◆ WORK INSTRUCTIONS:
Give back all the data exactly, line by line.

------ MATERIAL FOR THIS EXERCISE

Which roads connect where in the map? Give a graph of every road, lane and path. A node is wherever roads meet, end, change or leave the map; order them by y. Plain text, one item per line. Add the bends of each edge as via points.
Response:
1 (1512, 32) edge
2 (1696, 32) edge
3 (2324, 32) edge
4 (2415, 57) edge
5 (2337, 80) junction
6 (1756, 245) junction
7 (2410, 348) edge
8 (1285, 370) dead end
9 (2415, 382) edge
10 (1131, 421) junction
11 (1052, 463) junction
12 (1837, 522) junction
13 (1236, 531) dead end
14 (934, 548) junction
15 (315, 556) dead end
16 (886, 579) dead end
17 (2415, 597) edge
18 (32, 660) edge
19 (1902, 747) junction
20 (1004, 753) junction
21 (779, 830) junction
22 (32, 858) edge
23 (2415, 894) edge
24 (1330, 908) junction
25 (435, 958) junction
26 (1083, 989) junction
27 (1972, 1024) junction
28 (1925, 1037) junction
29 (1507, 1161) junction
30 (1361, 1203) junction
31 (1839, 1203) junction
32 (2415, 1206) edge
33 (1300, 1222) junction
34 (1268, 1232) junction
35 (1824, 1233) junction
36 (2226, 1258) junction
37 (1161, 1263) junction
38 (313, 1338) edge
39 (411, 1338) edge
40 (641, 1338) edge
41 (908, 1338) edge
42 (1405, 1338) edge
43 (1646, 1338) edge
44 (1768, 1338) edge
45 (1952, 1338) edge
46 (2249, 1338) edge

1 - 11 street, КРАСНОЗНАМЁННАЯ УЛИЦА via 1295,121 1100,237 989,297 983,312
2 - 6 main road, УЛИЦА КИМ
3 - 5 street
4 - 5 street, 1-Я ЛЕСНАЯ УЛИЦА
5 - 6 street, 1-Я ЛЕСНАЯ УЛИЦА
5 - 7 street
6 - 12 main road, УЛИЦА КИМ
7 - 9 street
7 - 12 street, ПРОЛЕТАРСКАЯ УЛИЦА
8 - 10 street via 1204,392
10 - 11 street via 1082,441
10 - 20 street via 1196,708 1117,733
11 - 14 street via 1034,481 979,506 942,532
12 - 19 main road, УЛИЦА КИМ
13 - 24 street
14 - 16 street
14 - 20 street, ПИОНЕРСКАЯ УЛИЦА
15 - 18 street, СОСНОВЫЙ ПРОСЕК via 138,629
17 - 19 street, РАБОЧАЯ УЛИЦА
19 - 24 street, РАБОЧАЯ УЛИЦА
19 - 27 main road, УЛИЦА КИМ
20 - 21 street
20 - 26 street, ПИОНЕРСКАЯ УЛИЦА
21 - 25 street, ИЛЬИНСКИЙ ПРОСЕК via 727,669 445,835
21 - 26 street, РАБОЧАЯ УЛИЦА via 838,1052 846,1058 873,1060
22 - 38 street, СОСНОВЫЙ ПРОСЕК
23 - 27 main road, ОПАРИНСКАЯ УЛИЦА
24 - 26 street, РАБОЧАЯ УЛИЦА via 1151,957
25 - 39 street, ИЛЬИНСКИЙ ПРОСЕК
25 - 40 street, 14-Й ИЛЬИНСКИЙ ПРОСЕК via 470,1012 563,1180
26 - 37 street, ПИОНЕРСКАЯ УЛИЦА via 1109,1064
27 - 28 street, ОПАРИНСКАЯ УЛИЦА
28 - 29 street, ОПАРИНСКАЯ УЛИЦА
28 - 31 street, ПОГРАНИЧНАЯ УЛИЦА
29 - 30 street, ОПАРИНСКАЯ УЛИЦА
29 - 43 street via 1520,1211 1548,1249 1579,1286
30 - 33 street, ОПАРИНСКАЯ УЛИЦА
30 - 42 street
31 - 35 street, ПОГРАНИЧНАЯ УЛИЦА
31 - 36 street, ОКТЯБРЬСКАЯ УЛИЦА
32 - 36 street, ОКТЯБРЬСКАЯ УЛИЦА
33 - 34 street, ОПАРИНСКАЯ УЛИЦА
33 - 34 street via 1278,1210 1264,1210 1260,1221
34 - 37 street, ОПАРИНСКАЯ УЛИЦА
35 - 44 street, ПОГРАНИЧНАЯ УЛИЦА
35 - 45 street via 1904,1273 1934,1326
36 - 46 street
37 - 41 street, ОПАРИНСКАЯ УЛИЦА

------------

◆ SOLUTION FOR THIS TASK:
Which roads connect where in the map? Give a graph of every road, lane and path. A node is wherever roads meet, end, change or leave the map; order them by y. Plain text, one item per line. Add the bends of each edge as via points.
Response:
1 (1512, 32) edge
2 (1696, 32) edge
3 (2324, 32) edge
4 (2415, 57) edge
5 (2337, 80) junction
6 (1756, 245) junction
7 (2410, 348) edge
8 (1285, 370) dead end
9 (2415, 382) edge
10 (1131, 421) junction
11 (1052, 463) junction
12 (1837, 522) junction
13 (1236, 531) dead end
14 (934, 548) junction
15 (315, 556) dead end
16 (886, 579) dead end
17 (2415, 597) edge
18 (32, 660) edge
19 (1902, 747) junction
20 (1004, 753) junction
21 (779, 830) junction
22 (32, 858) edge
23 (2415, 894) edge
24 (1330, 908) junction
25 (435, 958) junction
26 (1083, 989) junction
27 (1972, 1024) junction
28 (1925, 1037) junction
29 (1507, 1161) junction
30 (1361, 1203) junction
31 (1839, 1203) junction
32 (2415, 1206) edge
33 (1300, 1222) junction
34 (1268, 1232) junction
35 (1824, 1233) junction
36 (2226, 1258) junction
37 (1161, 1263) junction
38 (313, 1338) edge
39 (411, 1338) edge
40 (641, 1338) edge
41 (908, 1338) edge
42 (1405, 1338) edge
43 (1646, 1338) edge
44 (1768, 1338) edge
45 (1952, 1338) edge
46 (2249, 1338) edge

1 - 11 street, КРАСНОЗНАМЁННАЯ УЛИЦА via 1295,121 1100,237 989,297 983,312
2 - 6 main road, УЛИЦА КИМ
3 - 5 street
4 - 5 street, 1-Я ЛЕСНАЯ УЛИЦА
5 - 6 street, 1-Я ЛЕСНАЯ УЛИЦА
5 - 7 street
6 - 12 main road, УЛИЦА КИМ
7 - 9 street
7 - 12 street, ПРОЛЕТАРСКАЯ УЛИЦА
8 - 10 street via 1204,392
10 - 11 street via 1082,441
10 - 20 street via 1196,708 1117,733
11 - 14 street via 1034,481 979,506 942,532
12 - 19 main road, УЛИЦА КИМ
13 - 24 street
14 - 16 street
14 - 20 street, ПИОНЕРСКАЯ УЛИЦА
15 - 18 street, СОСНОВЫЙ ПРОСЕК via 138,629
17 - 19 street, РАБОЧАЯ УЛИЦА
19 - 24 street, РАБОЧАЯ УЛИЦА
19 - 27 main road, УЛИЦА КИМ
20 - 21 street
20 - 26 street, ПИОНЕРСКАЯ УЛИЦА
21 - 25 street, ИЛЬИНСКИЙ ПРОСЕК via 727,669 445,835
21 - 26 street, РАБОЧАЯ УЛИЦА via 838,1052 846,1058 873,1060
22 - 38 street, СОСНОВЫЙ ПРОСЕК
23 - 27 main road, ОПАРИНСКАЯ УЛИЦА
24 - 26 street, РАБОЧАЯ УЛИЦА via 1151,957
25 - 39 street, ИЛЬИНСКИЙ ПРОСЕК
25 - 40 street, 14-Й ИЛЬИНСКИЙ ПРОСЕК via 470,1012 563,1180
26 - 37 street, ПИОНЕРСКАЯ УЛИЦА via 1109,1064
27 - 28 street, ОПАРИНСКАЯ УЛИЦА
28 - 29 street, ОПАРИНСКАЯ УЛИЦА
28 - 31 street, ПОГРАНИЧНАЯ УЛИЦА
29 - 30 street, ОПАРИНСКАЯ УЛИЦА
29 - 43 street via 1520,1211 1548,1249 1579,1286
30 - 33 street, ОПАРИНСКАЯ УЛИЦА
30 - 42 street
31 - 35 street, ПОГРАНИЧНАЯ УЛИЦА
31 - 36 street, ОКТЯБРЬСКАЯ УЛИЦА
32 - 36 street, ОКТЯБРЬСКАЯ УЛИЦА
33 - 34 street, ОПАРИНСКАЯ УЛИЦА
33 - 34 street via 1278,1210 1264,1210 1260,1221
34 - 37 street, ОПАРИНСКАЯ УЛИЦА
35 - 44 street, ПОГРАНИЧНАЯ УЛИЦА
35 - 45 street via 1904,1273 1934,1326
36 - 46 street
37 - 41 street, ОПАРИНСКАЯ УЛИЦА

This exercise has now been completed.